Enfin, la BCL consacre un chapitre de son avis à la gouvernance européenne et les exigences en matière budgétaire incluses dans le TSCG ou pacte budgétaire, la proposition de règlement établissant des disposition communes pour le suivi et l'évaluation des projets de plans budgétaires et pour la correction des déficits excessifs et la directive 2011/85/UE du 8 novembre 2011 sur les exigences applicables aux cadres budgétaires des Etats membres, qui fait partie du six pack et doit être transposée en droit national avant la fin de 2013.
L'avis de la BCL constate que, "malgré les références faites à l’exposé des motifs du projet de loi 6449 concernant le TSCG (…) ainsi qu’au programme de stabilité actualisé du Luxembourg du 27 avril 2012 selon lequel le Ministère des Finances est en train de préparer une réforme de la loi du 8 juin 1999 sur le budget, la comptabilité et la trésorerie de l’Etat, force est de constater que le projet de loi ne précise pas comment et dans quels délais le gouvernement envisage de transposer les dispositions du TSCG". La BCL indique ainsi qu'il y aurait lieu de modifier la loi 8 juin 1999.
Dans les cinq domaines d'action visés par ces propositions législatives, dans le but d'harmoniser les projections et méthodes budgétaires, le Luxembourg est en retard. Dans la simulation faite par la BCL, il est d'ailleurs avec Chypre l'un des deux pays les plus en retard dans l'UE. Dans les domaines des règles budgétaires chiffrés, à savoir la fameuse règle d'or et les correctifs à apporter au budget, prévues par le TSCG, rien n'aurait encore été proposé.
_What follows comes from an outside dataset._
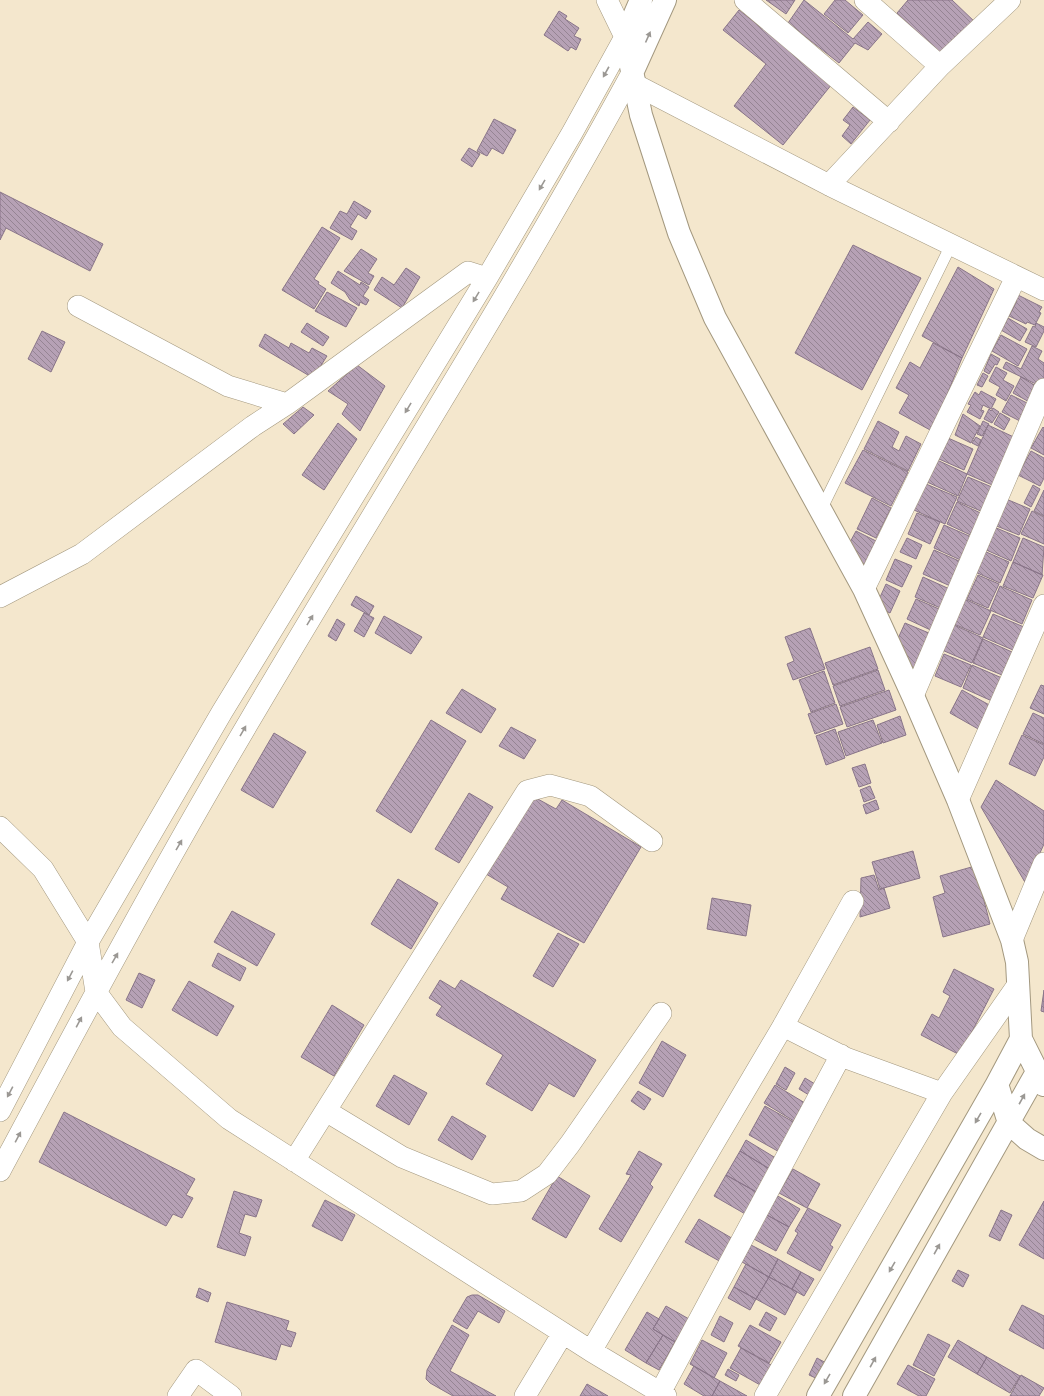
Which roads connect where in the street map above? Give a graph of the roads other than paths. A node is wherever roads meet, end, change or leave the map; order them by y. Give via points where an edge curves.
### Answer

De la même manière que pour les perspectives pluriannuelles exigées par la directive et qui devraient conduire à esquisser les orientations budgétaires à cinq années, le Luxembourg reste très à la traîne, rapporte la BCL. Pour ce qui est de la disponibilité régulière de statistiques fiables et standardisées, la publication des prévisions macro et des méthodologies ainsi que la coordination budgétaire entre sous-secteurs, le retard sur les exigences européennes est certes moins important mais reste encore à combler.